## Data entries
____________
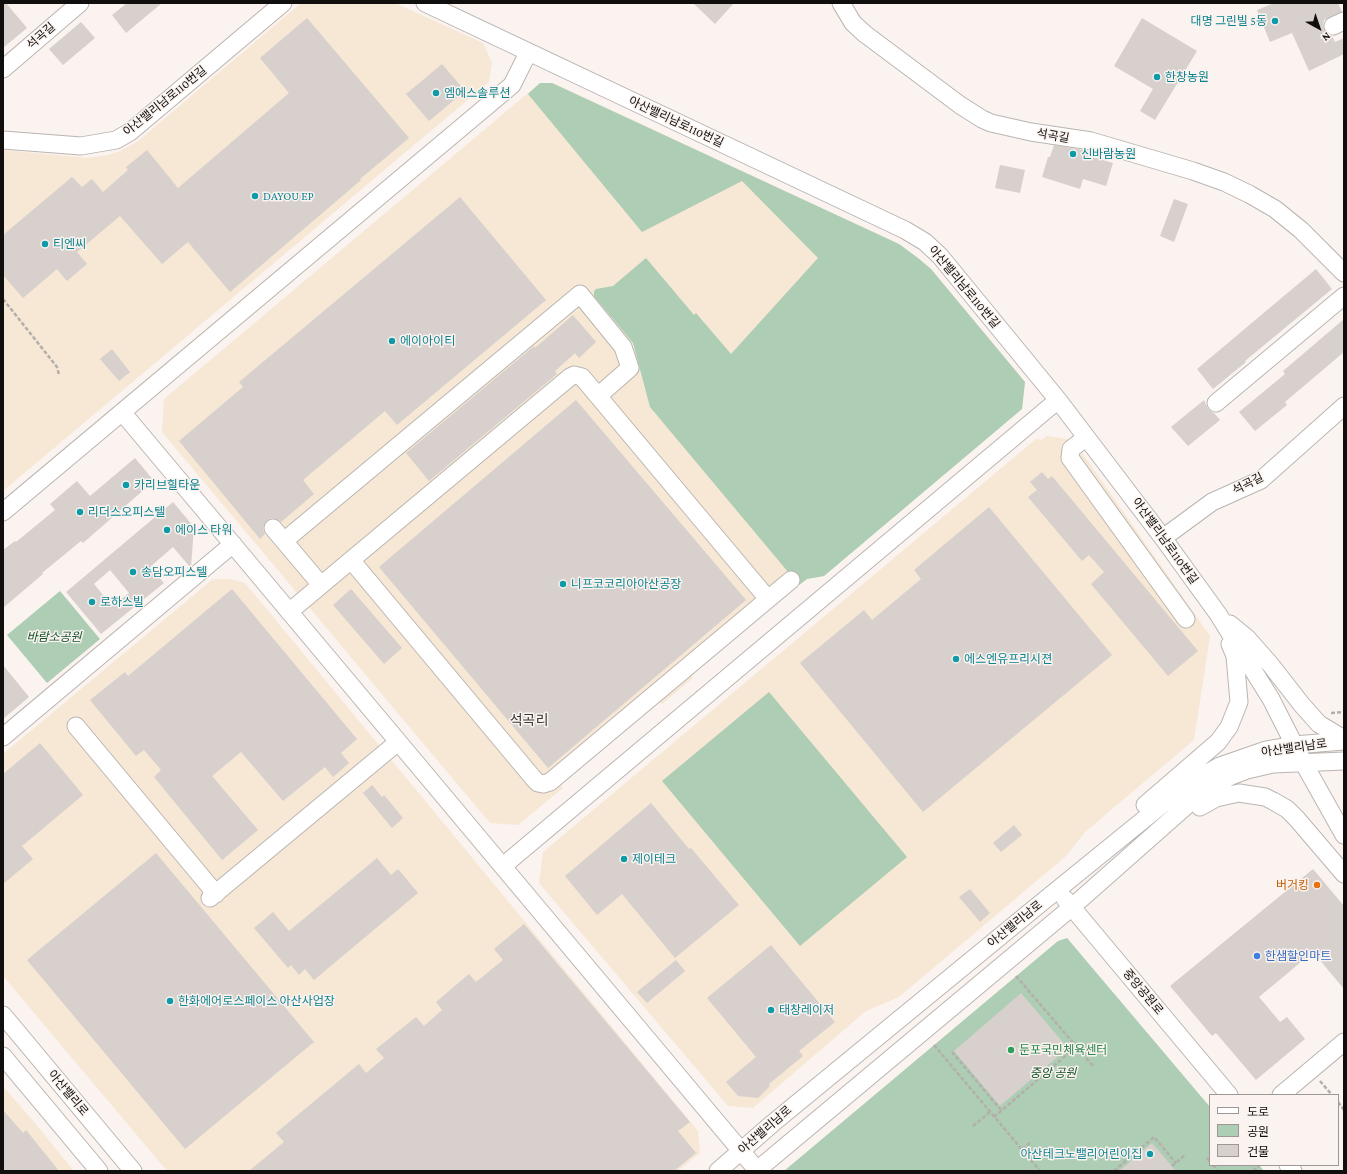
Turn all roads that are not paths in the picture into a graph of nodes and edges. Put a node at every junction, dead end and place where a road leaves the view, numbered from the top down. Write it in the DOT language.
graph roads {
  1 [pos="80,3"];
  2 [pos="283,3"];
  3 [pos="425,3"];
  4 [pos="841,3"];
  5 [pos="528,53"];
  6 [pos="3,69"];
  7 [pos="3,140"];
  8 [pos="1344,273"];
  9 [pos="1344,296"];
  10 [pos="598,396"];
  11 [pos="1058,400"];
  12 [pos="1216,403"];
  13 [pos="1344,406"];
  14 [pos="122,412"];
  15 [pos="1078,443"];
  16 [pos="3,512"];
  17 [pos="273,528"];
  18 [pos="1163,538"];
  19 [pos="284,541"];
  20 [pos="233,544"];
  21 [pos="351,560"];
  22 [pos="791,580"];
  23 [pos="321,585"];
  24 [pos="768,599"];
  25 [pos="289,612"];
  26 [pos="1218,614"];
  27 [pos="1186,619"];
  28 [pos="76,726"];
  29 [pos="3,737"];
  30 [pos="1344,740"];
  31 [pos="398,742"];
  32 [pos="1294,745"];
  33 [pos="1344,761"];
  34 [pos="1303,762"];
  35 [pos="1158,831"];
  36 [pos="1344,835"];
  37 [pos="1120,839"];
  38 [pos="503,866"];
  39 [pos="1344,874"];
  40 [pos="1057,890"];
  41 [pos="1072,907"];
  42 [pos="3,1015"];
  43 [pos="1344,1042"];
  44 [pos="3,1056"];
  45 [pos="1228,1094"];
  46 [pos="1282,1094"];
  47 [pos="741,1151"];
  48 [pos="756,1170"];
  49 [pos="99,1171"];
  50 [pos="133,1171"];
  51 [pos="718,1171"];
  1 -- 6 [label="street, 석곡길"];
  2 -- 7 [label="street, 아산밸리남로110번길"];
  3 -- 5 [label="street, 아산밸리남로110번길"];
  4 -- 8 [label="street, 석곡길"];
  5 -- 11 [label="street, 아산밸리남로110번길"];
  5 -- 14 [label="street"];
  9 -- 12 [label="street"];
  10 -- 19 [label="street"];
  10 -- 21 [label="street"];
  10 -- 24 [label="street"];
  11 -- 18 [label="street, 아산밸리남로110번길"];
  11 -- 38 [label="street"];
  13 -- 18 [label="street, 석곡길"];
  14 -- 16 [label="street"];
  14 -- 20 [label="street"];
  15 -- 27 [label="street"];
  17 -- 19 [label="street"];
  18 -- 26 [label="street, 아산밸리남로110번길"];
  19 -- 23 [label="street"];
  20 -- 25 [label="street"];
  20 -- 29 [label="street"];
  21 -- 23 [label="street"];
  21 -- 24 [label="street"];
  22 -- 24 [label="street"];
  23 -- 25 [label="street"];
  25 -- 31 [label="street"];
  26 -- 30 [label="street"];
  26 -- 32 [label="street, 아산밸리남로110번길"];
  26 -- 37 [label="street"];
  28 -- 31 [label="street"];
  30 -- 32 [label="street, 아산밸리남로"];
  31 -- 38 [label="street"];
  32 -- 34 [label="street, 아산밸리남로110번길"];
  32 -- 37 [label="street, 아산밸리남로"];
  33 -- 34 [label="street, 아산밸리남로"];
  34 -- 35 [label="street, 아산밸리남로"];
  34 -- 36 [label="street, 아산밸리남로110번길"];
  35 -- 39 [label="street"];
  35 -- 41 [label="street, 아산밸리남로"];
  37 -- 40 [label="street, 아산밸리남로"];
  38 -- 47 [label="street"];
  40 -- 41 [label="street, 중앙공원로"];
  40 -- 47 [label="street, 아산밸리남로"];
  41 -- 45 [label="street, 중앙공원로"];
  41 -- 48 [label="street, 아산밸리남로"];
  42 -- 50 [label="street, 아산밸리로"];
  43 -- 46 [label="street"];
  44 -- 49 [label="street"];
  47 -- 48 [label="street"];
  47 -- 51 [label="street, 아산밸리남로"];
}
____________
## WHAT IS BEING ASKED
When a line in the data holds the word "중앙공원로", show that line.

## FINISHED TASK
  40 -- 41 [label="street, 중앙공원로"];
  41 -- 45 [label="street, 중앙공원로"];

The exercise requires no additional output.